Exercise material
◇ ◇ ◇

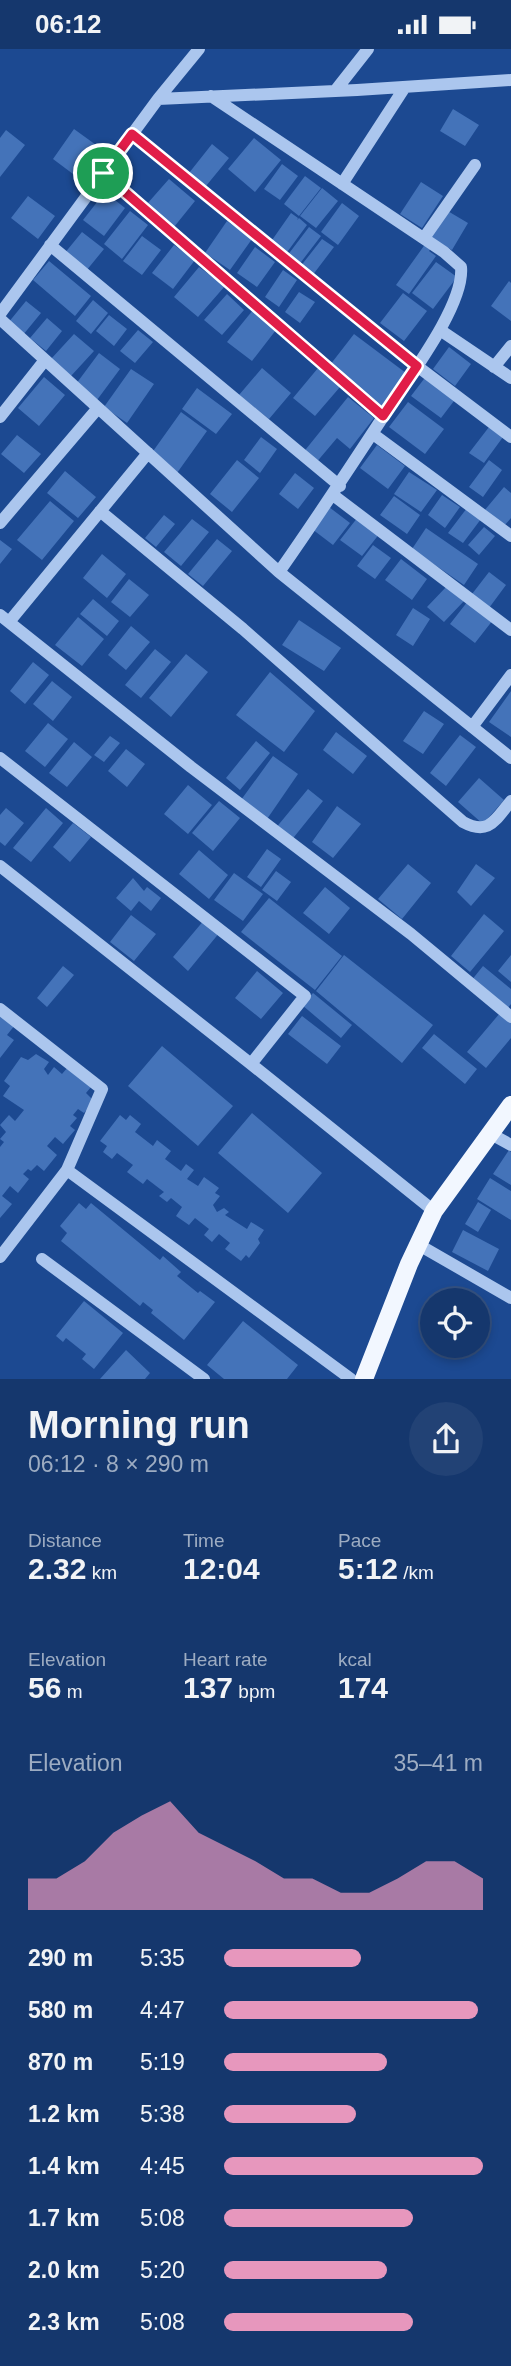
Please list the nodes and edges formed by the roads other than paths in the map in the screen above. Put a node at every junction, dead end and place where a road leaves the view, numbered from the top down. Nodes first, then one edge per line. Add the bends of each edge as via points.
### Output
1 (199, 49) edge
2 (368, 49) edge
3 (511, 80) edge
4 (405, 87) junction
5 (335, 91) junction
6 (211, 96) junction
7 (158, 99) junction
8 (132, 134) junction
9 (475, 165) dead end
10 (103, 173) junction
11 (342, 184) junction
12 (424, 238) junction
13 (50, 245) junction
14 (0, 314) edge
15 (0, 319) edge
16 (440, 330) junction
17 (511, 346) edge
18 (46, 360) junction
19 (417, 366) junction
20 (494, 367) junction
21 (511, 378) edge
22 (98, 408) junction
23 (383, 416) junction
24 (0, 417) edge
25 (373, 434) junction
26 (511, 437) edge
27 (148, 453) junction
28 (337, 490) junction
29 (100, 511) junction
30 (0, 523) edge
31 (511, 536) edge
32 (279, 572) junction
33 (4, 619) edge
34 (511, 630) edge
35 (511, 675) edge
36 (472, 727) junction
37 (0, 758) edge
38 (511, 758) edge
39 (511, 801) edge
40 (0, 866) edge
41 (0, 1009) edge
42 (511, 1017) edge
43 (251, 1064) junction
44 (511, 1105) edge
45 (491, 1134) junction
46 (511, 1145) edge
47 (67, 1170) junction
48 (434, 1211) junction
49 (419, 1245) junction
50 (0, 1257) edge
51 (42, 1259) dead end
52 (511, 1298) edge
53 (204, 1379) edge
54 (351, 1379) edge
55 (363, 1379) edge

1 - 7 street
2 - 5 street
3 - 4 street
4 - 5 street
4 - 11 street
5 - 6 street
6 - 7 street
6 - 11 street
7 - 8 street
8 - 10 street
8 - 19 street
9 - 12 street
10 - 13 street
10 - 23 street
11 - 12 street
12 - 16 street via 461,267 462,278
13 - 14 street
13 - 28 street
15 - 18 street
16 - 19 street
16 - 20 street
17 - 20 street
18 - 22 street
18 - 24 street
19 - 23 street
19 - 26 street
20 - 21 street
22 - 27 street
22 - 30 street
23 - 25 street
25 - 28 street
25 - 31 street
27 - 29 street
27 - 32 street
28 - 32 street
28 - 34 street
29 - 33 street
29 - 39 street via 463,821 483,828
32 - 36 street
33 - 42 street
35 - 36 street
36 - 38 street
37 - 43 street via 305,996
40 - 43 street
41 - 47 street via 102,1089
43 - 48 street
44 - 45 main road
45 - 46 street
45 - 48 main road
47 - 50 street
47 - 54 street
48 - 49 main road
49 - 52 street
49 - 55 main road
51 - 53 street

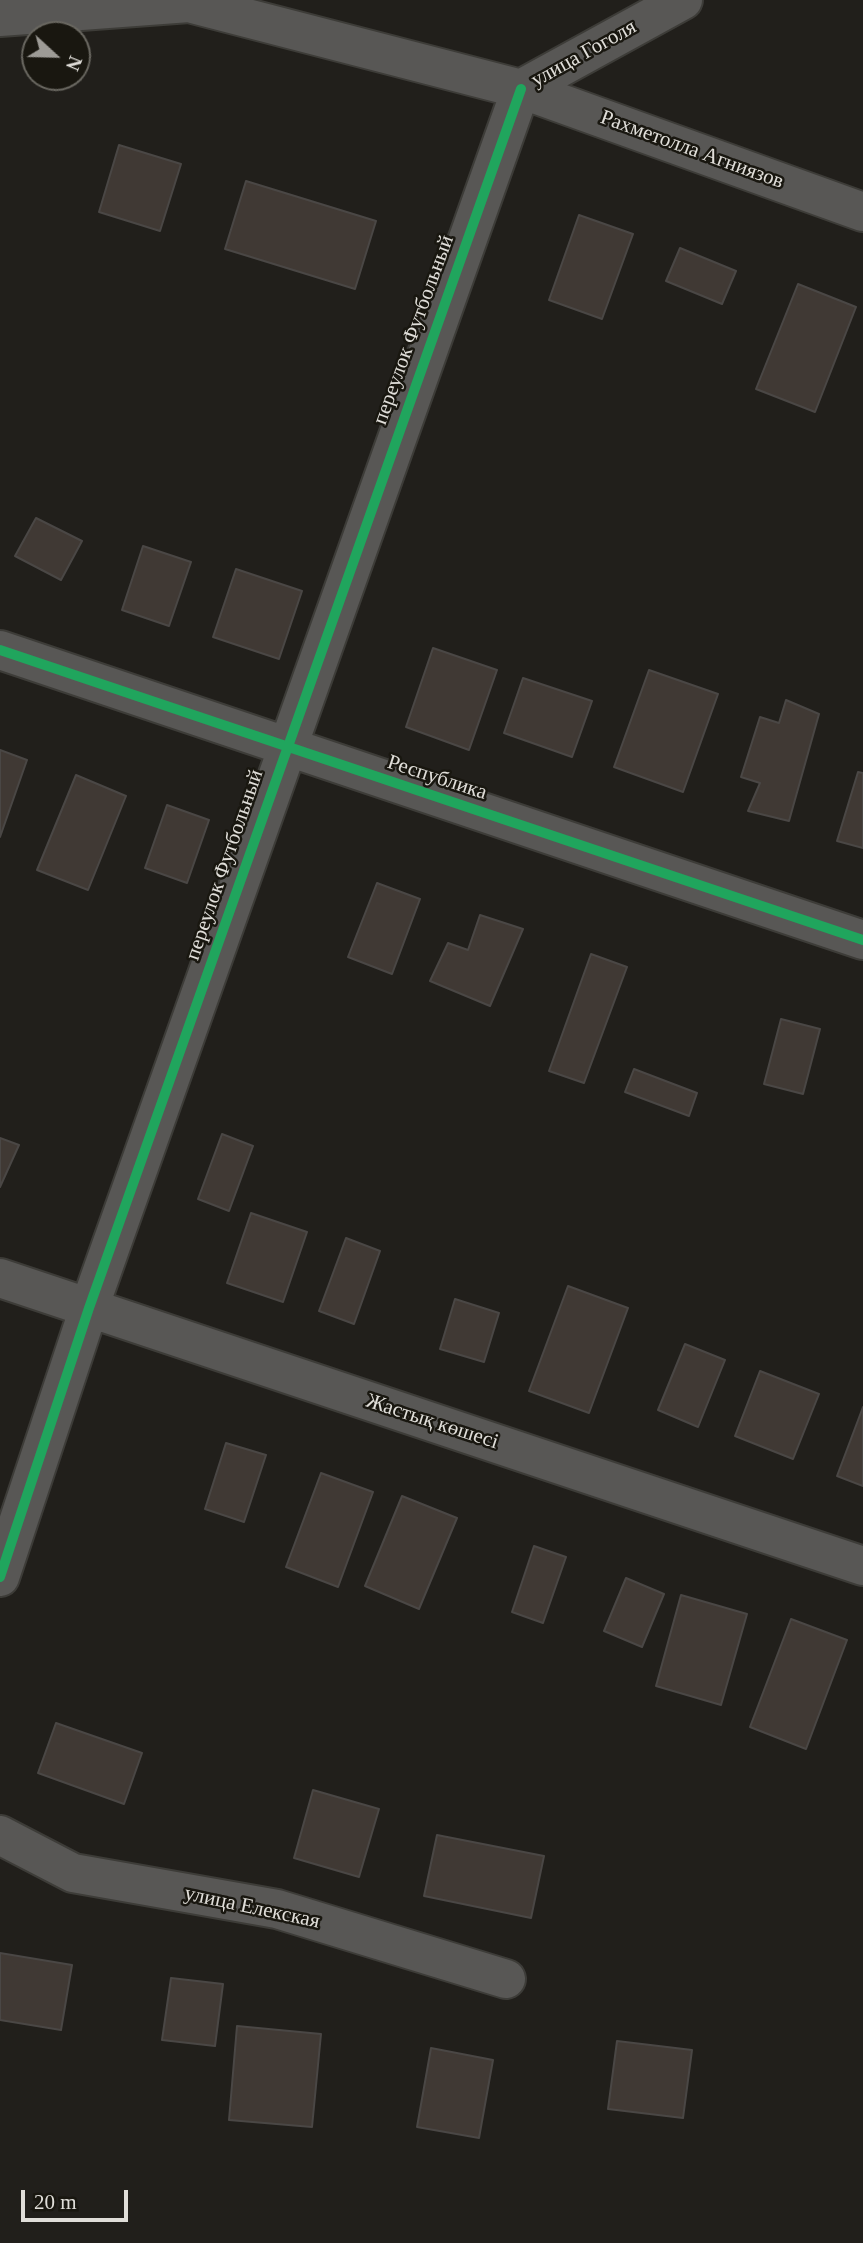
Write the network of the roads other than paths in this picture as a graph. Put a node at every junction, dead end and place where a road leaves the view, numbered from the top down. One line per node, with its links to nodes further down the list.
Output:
1 (683, 0): 3 (street, улица Гоголя)
2 (0, 17): 3 (street, Рахметолла Агниязов)
3 (521, 89): 4 (street, Рахметолла Агниязов); 6 (street, переулок Футбольный)
4 (863, 212)
5 (0, 650): 6 (street, Республика)
6 (286, 748): 7 (street, Республика); 9 (street, переулок Футбольный)
7 (863, 940)
8 (0, 1278): 9 (street, Жастық көшесі)
9 (89, 1307): 10 (street, Жастық көшесі); 11 (street, переулок Футбольный)
10 (863, 1566)
11 (0, 1577)
12 (0, 1835): 13 (street, улица Елекская)
13 (506, 1979)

◇ ◇ ◇

Task instructions
Taking the material above, report how many of its lines contain the word "every". Add nothing else.

Answer section
2